What is Bubble Tea? - A Crash Course on the Popular Drink

You may have heard of  “bubble tea” and are growing curious about the strange marbles at the bottom of people’s drinks or the concept of milk tea. If you’re trying to hop on the trendy beverage but don’t know where to start, we’ve got you covered with this post!

 

Brown sugar milk tea

 

What is Bubble Tea? 

Bubble tea, put simply, is a delicious drink from Taiwan that can be a mix of tea and milk, or tea and fruit. After adding the chewy tapioca pearls, you have yourself a cup of bubble tea! Most commonly, the staple Pearl Milk Tea is made of black tea, milk, and tapioca pearls. Of course, as the popularity of bubble tea rages on, new interpretations pop up with new drink bases and toppings for us to try. You can add fruit jellies, brown sugar syrup, grass jelly, etc. There are so many possibilities with bubble tea that you can customize for yourself!


Where Did It Come From? 

In the 1980s, bubble tea came to its current fruition in Taiwan, but its creation began in the 1940s.

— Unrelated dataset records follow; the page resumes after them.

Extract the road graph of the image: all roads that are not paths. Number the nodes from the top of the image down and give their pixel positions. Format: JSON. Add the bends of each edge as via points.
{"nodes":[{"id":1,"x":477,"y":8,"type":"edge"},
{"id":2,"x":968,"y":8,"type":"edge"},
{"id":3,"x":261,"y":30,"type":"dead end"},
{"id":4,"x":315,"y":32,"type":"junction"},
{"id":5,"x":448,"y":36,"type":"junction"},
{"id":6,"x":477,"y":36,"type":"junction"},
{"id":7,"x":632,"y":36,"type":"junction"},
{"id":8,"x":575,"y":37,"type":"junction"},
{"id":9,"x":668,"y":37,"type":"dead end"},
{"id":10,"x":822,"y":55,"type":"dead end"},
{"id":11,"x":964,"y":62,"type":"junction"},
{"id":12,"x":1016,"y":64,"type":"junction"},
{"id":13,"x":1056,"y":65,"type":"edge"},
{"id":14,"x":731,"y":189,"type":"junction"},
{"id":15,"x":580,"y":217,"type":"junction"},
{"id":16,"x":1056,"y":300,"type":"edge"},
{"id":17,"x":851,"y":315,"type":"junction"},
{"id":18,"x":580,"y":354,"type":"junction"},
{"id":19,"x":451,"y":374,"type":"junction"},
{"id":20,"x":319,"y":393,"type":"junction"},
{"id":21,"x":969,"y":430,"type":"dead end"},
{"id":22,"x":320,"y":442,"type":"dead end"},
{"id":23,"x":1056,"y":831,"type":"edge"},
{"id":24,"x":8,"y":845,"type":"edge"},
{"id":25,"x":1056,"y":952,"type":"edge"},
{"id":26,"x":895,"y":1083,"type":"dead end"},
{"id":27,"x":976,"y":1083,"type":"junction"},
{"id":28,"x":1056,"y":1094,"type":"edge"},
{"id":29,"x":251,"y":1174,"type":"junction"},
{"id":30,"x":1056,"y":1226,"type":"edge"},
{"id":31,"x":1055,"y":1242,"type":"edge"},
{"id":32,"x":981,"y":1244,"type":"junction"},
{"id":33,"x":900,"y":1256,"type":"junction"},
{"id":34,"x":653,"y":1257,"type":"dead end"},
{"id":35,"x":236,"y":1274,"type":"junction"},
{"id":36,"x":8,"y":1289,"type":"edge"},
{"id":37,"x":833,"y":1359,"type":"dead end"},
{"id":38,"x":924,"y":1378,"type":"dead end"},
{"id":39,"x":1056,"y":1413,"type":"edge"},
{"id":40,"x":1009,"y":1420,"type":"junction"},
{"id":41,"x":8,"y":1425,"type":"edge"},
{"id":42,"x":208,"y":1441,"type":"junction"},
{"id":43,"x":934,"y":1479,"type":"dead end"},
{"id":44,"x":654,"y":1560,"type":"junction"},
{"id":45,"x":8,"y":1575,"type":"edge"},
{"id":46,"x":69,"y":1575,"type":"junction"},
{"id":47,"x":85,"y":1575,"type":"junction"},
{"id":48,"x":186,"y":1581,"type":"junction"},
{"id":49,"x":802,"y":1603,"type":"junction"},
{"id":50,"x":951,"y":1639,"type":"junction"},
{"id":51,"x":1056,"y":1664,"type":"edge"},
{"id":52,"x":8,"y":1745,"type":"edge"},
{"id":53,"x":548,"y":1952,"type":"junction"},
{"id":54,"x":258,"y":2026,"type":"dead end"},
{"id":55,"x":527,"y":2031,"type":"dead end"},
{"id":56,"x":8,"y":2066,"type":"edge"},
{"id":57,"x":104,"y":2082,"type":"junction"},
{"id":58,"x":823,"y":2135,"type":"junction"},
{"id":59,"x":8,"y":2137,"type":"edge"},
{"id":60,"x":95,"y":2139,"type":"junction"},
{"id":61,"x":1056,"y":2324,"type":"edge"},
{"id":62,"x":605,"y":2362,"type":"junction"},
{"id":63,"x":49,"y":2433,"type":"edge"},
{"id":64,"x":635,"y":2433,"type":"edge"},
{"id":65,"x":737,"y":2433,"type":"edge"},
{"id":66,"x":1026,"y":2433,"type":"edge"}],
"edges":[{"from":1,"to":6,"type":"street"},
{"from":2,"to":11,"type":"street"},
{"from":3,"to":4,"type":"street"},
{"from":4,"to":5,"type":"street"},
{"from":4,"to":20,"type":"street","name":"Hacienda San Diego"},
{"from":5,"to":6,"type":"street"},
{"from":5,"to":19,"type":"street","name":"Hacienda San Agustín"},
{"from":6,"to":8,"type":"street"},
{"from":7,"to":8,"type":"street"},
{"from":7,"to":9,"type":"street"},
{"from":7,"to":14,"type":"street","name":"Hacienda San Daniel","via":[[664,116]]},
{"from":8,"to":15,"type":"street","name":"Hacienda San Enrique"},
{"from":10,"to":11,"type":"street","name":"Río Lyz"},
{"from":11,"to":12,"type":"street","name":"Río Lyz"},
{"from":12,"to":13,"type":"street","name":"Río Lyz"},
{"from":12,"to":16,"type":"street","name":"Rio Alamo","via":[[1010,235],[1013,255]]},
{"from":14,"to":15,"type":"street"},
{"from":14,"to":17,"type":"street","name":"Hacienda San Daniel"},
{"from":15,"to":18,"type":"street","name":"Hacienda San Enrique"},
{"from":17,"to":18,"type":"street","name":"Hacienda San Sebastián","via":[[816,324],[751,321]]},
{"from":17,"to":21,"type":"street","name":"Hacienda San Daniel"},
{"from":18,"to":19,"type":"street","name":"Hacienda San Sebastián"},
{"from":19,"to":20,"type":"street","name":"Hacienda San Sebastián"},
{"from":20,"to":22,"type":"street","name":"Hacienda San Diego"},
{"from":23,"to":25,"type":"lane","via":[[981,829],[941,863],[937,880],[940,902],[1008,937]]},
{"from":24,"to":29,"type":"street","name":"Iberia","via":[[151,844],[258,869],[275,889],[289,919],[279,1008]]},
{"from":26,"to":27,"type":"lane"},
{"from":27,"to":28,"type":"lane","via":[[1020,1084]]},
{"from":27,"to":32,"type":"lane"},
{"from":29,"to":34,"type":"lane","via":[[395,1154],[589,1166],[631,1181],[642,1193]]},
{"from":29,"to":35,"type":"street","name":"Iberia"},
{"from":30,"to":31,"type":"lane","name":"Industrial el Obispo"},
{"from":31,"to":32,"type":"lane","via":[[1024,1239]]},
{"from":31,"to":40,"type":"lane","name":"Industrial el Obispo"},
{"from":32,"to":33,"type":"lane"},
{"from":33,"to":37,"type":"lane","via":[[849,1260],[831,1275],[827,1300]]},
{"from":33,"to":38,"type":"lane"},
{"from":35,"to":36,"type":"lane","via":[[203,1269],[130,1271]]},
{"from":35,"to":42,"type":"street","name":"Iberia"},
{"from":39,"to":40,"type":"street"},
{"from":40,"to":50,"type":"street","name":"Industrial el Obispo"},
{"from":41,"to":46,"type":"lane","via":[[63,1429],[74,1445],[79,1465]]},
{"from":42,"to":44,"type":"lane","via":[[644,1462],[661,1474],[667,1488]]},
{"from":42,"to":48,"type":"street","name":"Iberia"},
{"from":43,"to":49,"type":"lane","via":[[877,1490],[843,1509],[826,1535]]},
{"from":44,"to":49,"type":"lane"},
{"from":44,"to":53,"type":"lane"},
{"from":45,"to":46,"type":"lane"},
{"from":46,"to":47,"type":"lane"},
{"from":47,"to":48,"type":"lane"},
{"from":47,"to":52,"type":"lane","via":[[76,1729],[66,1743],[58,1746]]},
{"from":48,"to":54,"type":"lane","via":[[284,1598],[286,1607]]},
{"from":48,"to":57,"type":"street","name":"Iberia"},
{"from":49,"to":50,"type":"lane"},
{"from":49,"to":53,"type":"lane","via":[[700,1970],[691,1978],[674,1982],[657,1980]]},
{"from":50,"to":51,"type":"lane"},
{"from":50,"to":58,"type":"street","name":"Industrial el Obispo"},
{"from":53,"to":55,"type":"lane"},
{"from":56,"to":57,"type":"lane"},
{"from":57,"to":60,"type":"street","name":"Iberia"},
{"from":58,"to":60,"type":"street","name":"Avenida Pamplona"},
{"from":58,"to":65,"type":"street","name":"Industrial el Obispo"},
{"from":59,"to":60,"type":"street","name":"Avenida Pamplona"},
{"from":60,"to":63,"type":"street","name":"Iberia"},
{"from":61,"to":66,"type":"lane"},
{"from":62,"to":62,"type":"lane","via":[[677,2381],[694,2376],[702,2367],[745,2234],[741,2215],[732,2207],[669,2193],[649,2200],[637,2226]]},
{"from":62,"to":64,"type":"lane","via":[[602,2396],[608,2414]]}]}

A mixologist named Chang Fan Shu had been working at an izakaya in Japan during the second world war. In 1949, he opened his own tea shop and began selling iced tea shaken in a cocktail shaker. This process of handshaken tea is called “shou yao” and is still essential to making proper bubble tea. 

Tea steeper


However, it wasn’t until the mid-80s when Taiwanese entrepreneur, Tu Tsong He, jumped on the tea shop trend that was taking over the island after his hot pot restaurant failed to take off. Tu began experimenting with tea and the tapioca pearls he’d snacked on as a child in order to create something that set him aside from other tea shops. Thus, inventing what we know today as Pearl Milk Tea. His first tea shop, Hanin, opened in 1986 and became the first store to sell the drink that is still so popular today worldwide. 


You can absolutely make bubble tea fit your taste with the amount of variety it comes with. Just as long as you keep the tea and shou yao that makes up its soul.